Wednesday, February 15, 2012

The Invisible Hand of the New World Order


The New World Order is often ridiculed as fringe fantasy, but personalities none other than Adolph Hitler and George Bush heralded its arrival with all of its 1000 points of light last century. Although the wealthy are often accused of being its authors, the truth behind who guides its evolution forces a more sophisticated model, as an article by Will Banyan makes clear.

Let there be no doubt that wealth and power are required to impose the NWO on the world, but let us also understand that very powerful and controlling personalities animate that wealth towards its designated ends. These powerful men may be of much more modest means than the creators of the fortunes impressed into its service. One such individual was Raymond Fosdick (1883 – 1972), and to a less extent, his brother Harry Emerson Fosdick, the  famous early 20th century theologian.

It is also interesting that such people often feel, like Jamie Dimon, CEO of JP Morgan Chase, that they are doing God’s will – a trait they share with the Crusaders of the Middle Ages. Fosdick occasionally made reference to Christian motifs or justifications to foist a world government on the peoples of the earth, much as did his revered mentor Woodrow Wilson, echoing William McKinley’s 4 point justification for entering into the Spanish American War and assuming the colonies of Spain.

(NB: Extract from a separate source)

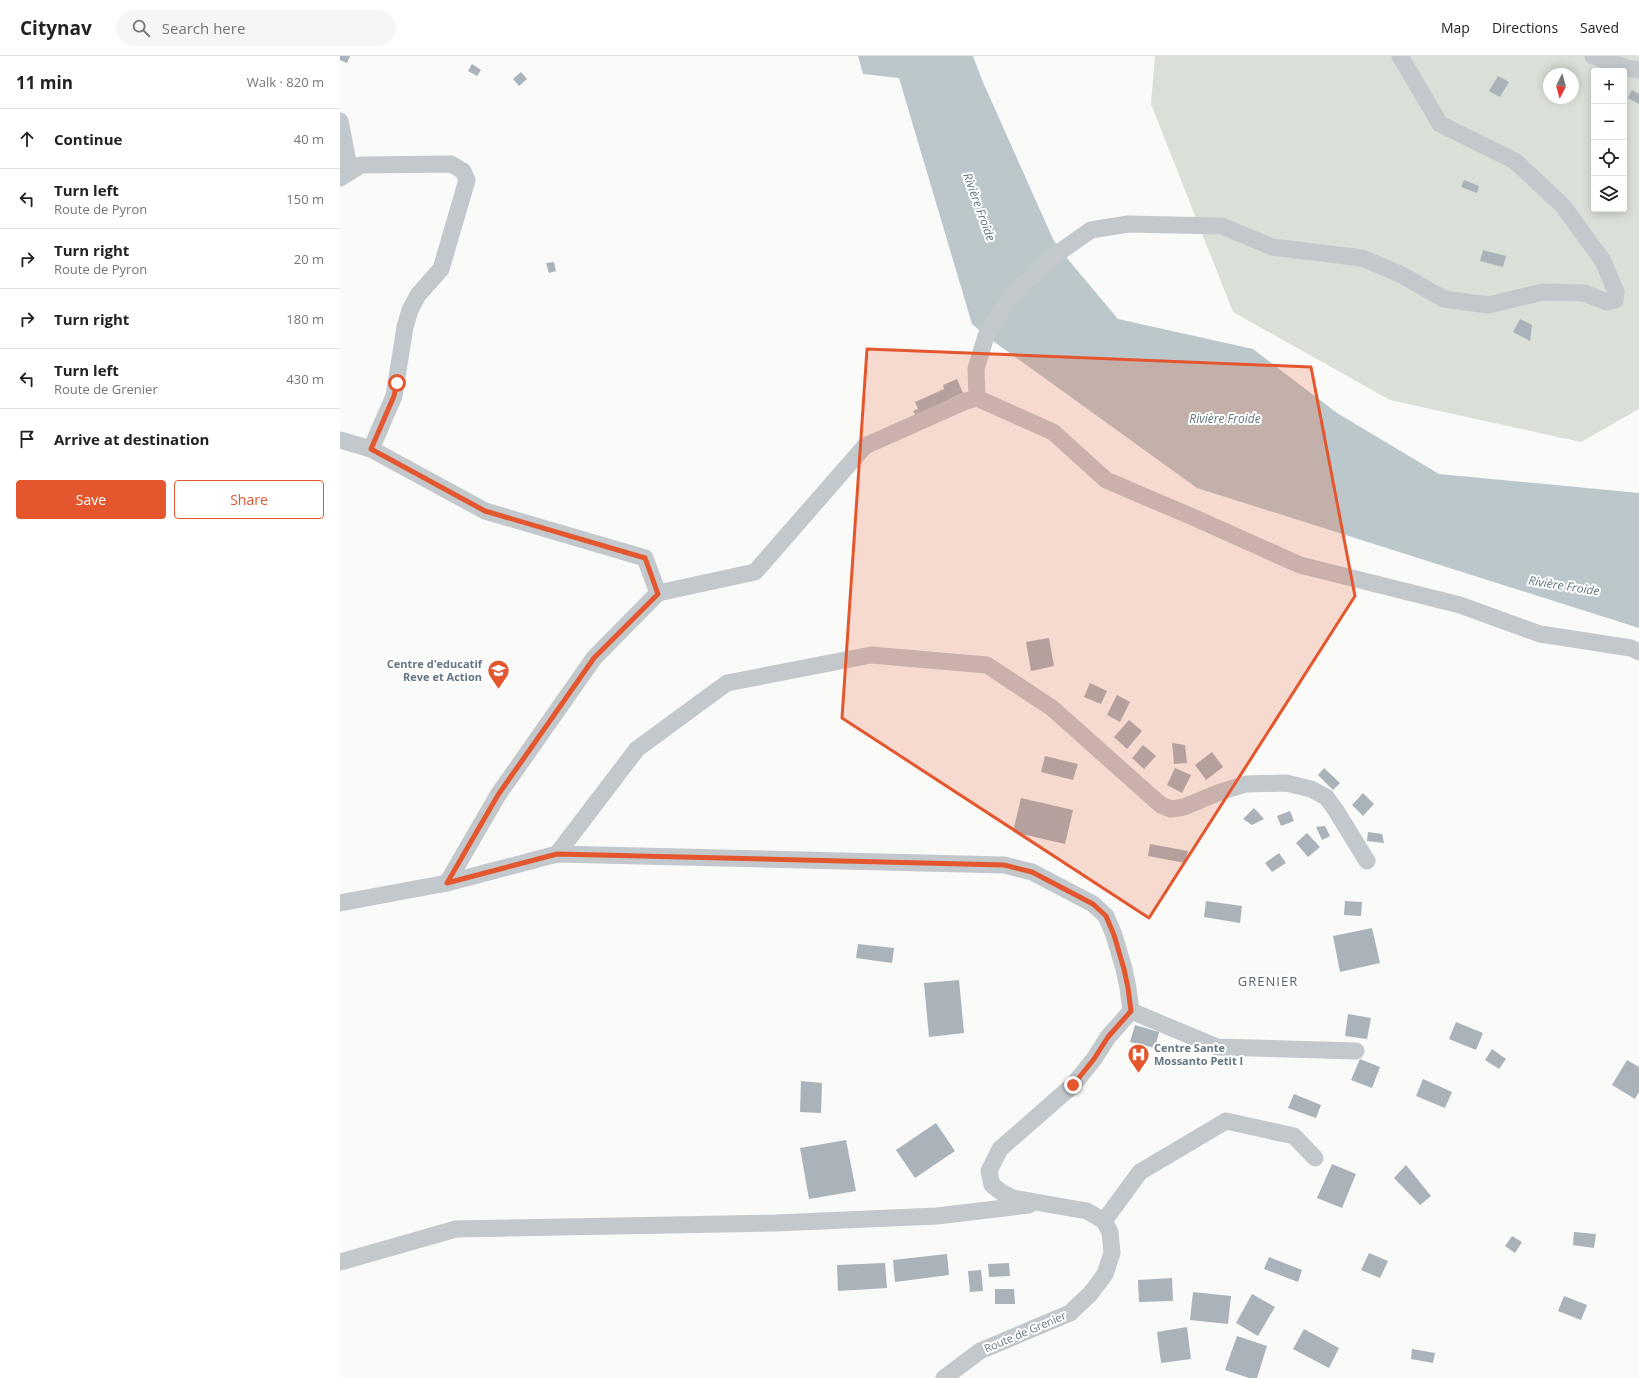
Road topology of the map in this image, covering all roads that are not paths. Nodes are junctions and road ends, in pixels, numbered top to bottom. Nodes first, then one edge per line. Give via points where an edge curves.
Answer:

They are fond of employing such extreme arguments as world war, mass annihilation, and various cataclysmic disasters, much in the same way that the Red Menace and the War on Terror are used to cow people into accepting infringements on their liberties.

Fosdick became fanatically involved with the League of Nations when Wilson approached him to serve as a delegate to its functions after the first World War. Fosdick would spend a lifetime zealously advocating first the League and then the United Nations, serving for a time as one of its under secretaries between the two world wars prior to returning to his law practice.

Along the way he encountered John Rockefeller, Jr. who initially expressed misgivings about the proposed League of Nations. However, following his resignation from service in the LON in Europe, Fosdick returned to America where he had many occasions to meet Rockefeller and for whom he would serve as head of the Rockefeller Foundation.

Banyan documents, through correspondences between the two men, Rockefeller, Jr.’s evolution from an isolationist to an internationalist, with Fosdick’s perfervid pleas to his sponsor bordering on maniacal. Once he assumed the presidency of the Rockefeller Foundation and the General Education Board in 1935, Fosdick used his position to fund and promote his globalist agendas.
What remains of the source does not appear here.